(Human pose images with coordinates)
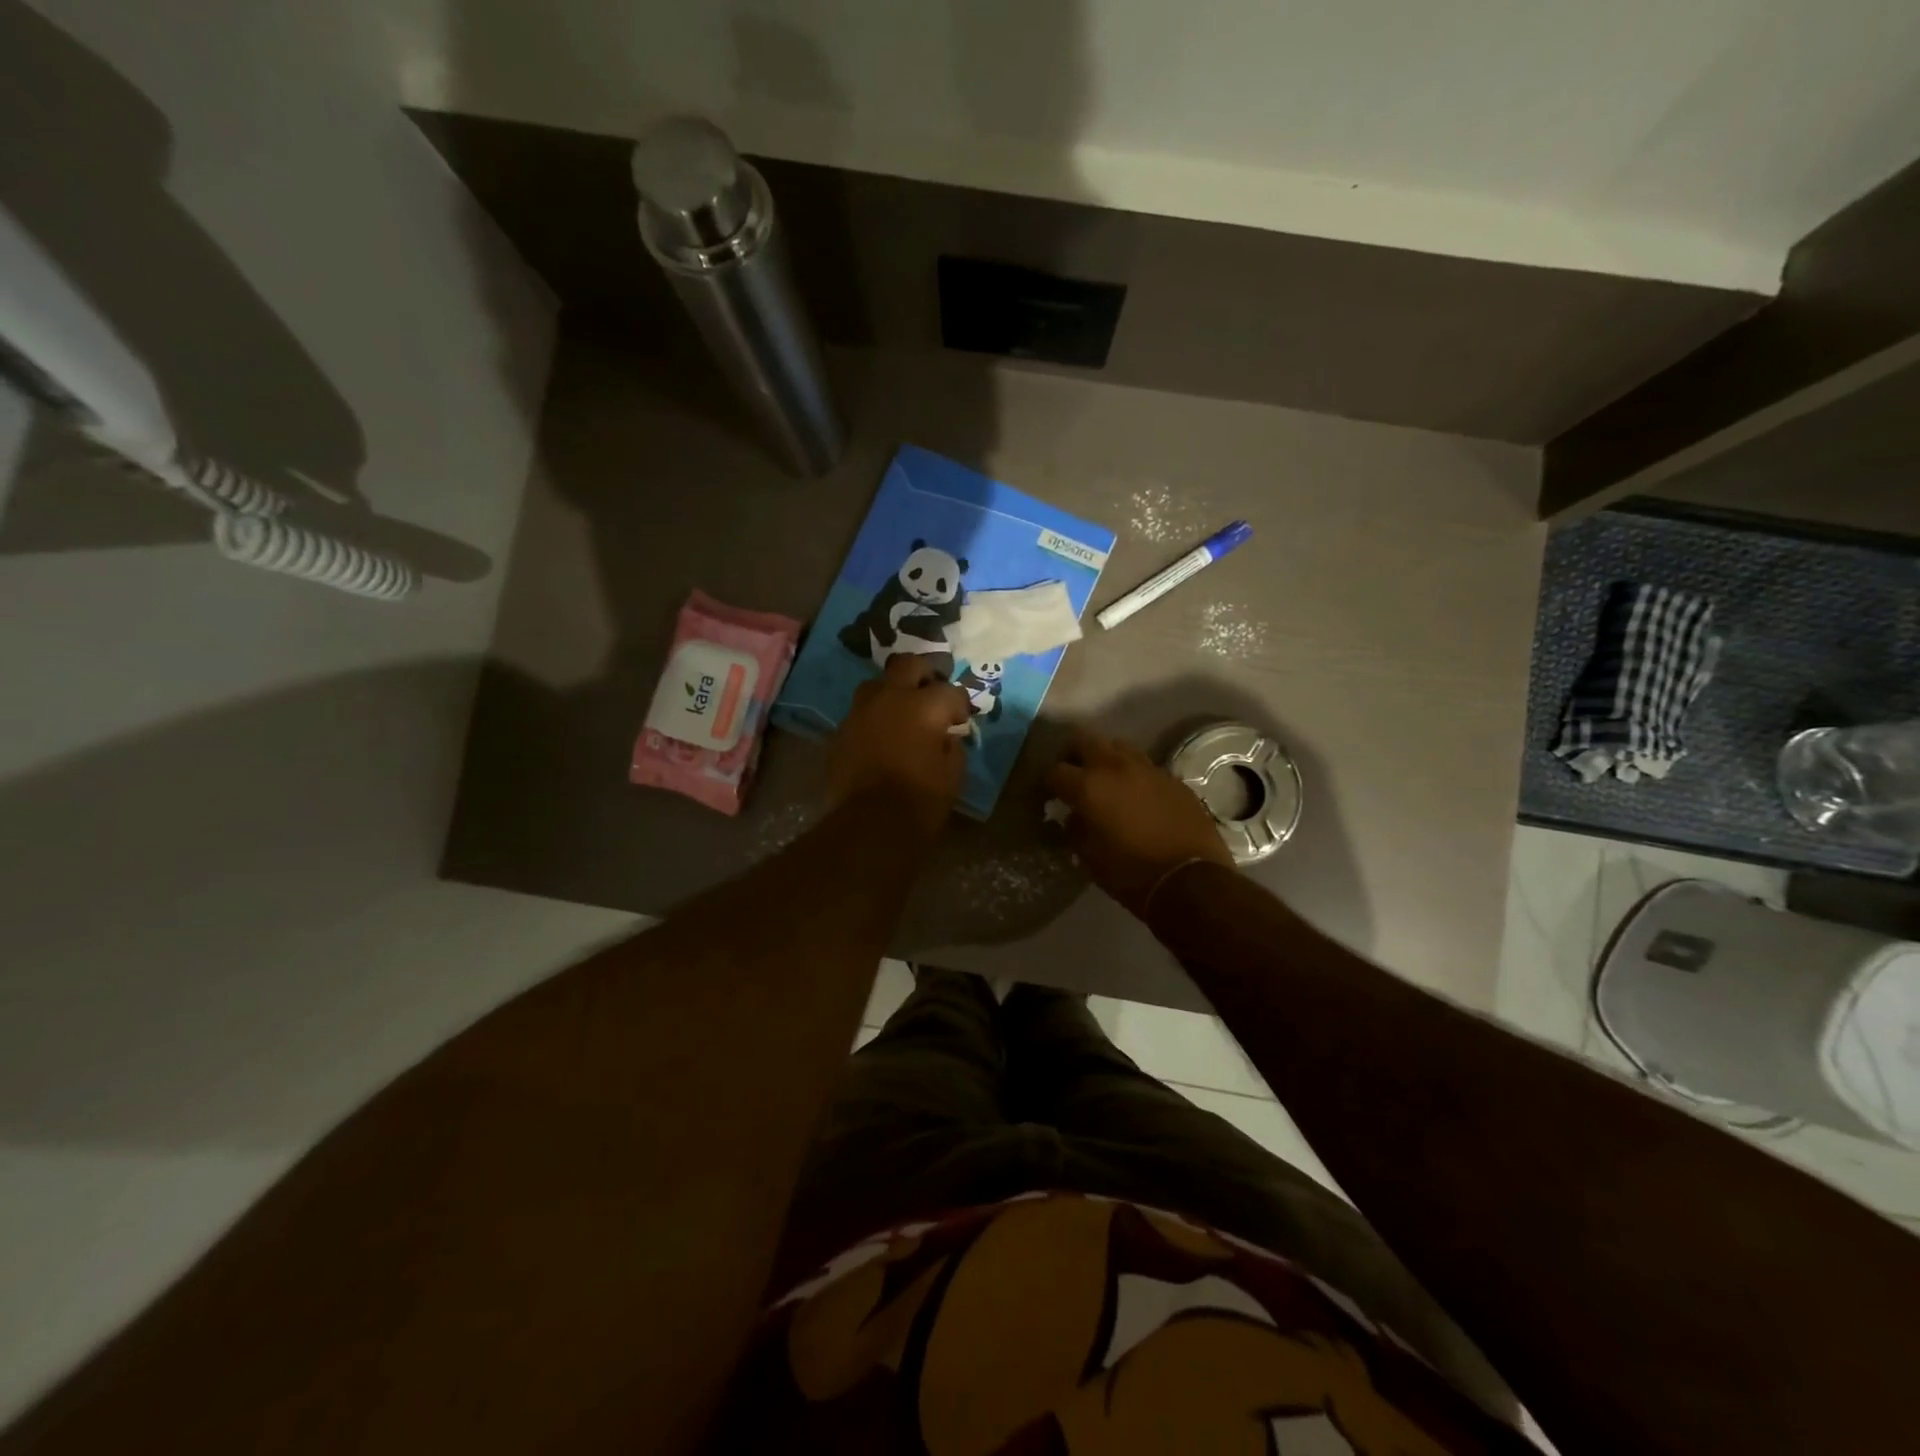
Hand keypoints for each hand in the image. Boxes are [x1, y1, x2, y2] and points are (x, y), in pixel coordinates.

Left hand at [824, 655, 970, 833]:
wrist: (869, 824)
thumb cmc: (921, 800)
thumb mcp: (953, 774)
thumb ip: (952, 746)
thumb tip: (946, 736)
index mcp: (924, 705)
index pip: (950, 690)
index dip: (960, 703)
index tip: (961, 718)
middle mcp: (890, 697)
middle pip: (907, 665)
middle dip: (923, 673)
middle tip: (931, 691)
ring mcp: (860, 712)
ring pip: (876, 684)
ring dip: (892, 692)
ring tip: (902, 711)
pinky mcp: (840, 732)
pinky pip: (860, 713)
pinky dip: (873, 718)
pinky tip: (881, 736)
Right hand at [1045, 727, 1233, 914]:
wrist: (1191, 880)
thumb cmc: (1131, 873)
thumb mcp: (1089, 857)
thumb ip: (1075, 829)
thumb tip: (1075, 816)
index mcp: (1088, 786)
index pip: (1056, 771)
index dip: (1049, 783)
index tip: (1051, 795)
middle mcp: (1116, 767)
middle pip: (1085, 739)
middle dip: (1074, 754)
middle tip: (1074, 774)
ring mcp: (1148, 769)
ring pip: (1119, 747)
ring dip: (1108, 759)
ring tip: (1108, 782)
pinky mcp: (1174, 779)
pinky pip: (1147, 768)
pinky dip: (1136, 777)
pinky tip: (1139, 798)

> **EXERCISE DIRECTIONS**: Search the records above for the string "pinky". Copy every line that contains it.

> **EXERCISE RESPONSE**:
pinky mcp: (840, 732)
pinky pip: (860, 713)
pinky dip: (873, 718)
pinky tip: (881, 736)
pinky mcp: (1174, 779)
pinky pip: (1147, 768)
pinky dip: (1136, 777)
pinky tip: (1139, 798)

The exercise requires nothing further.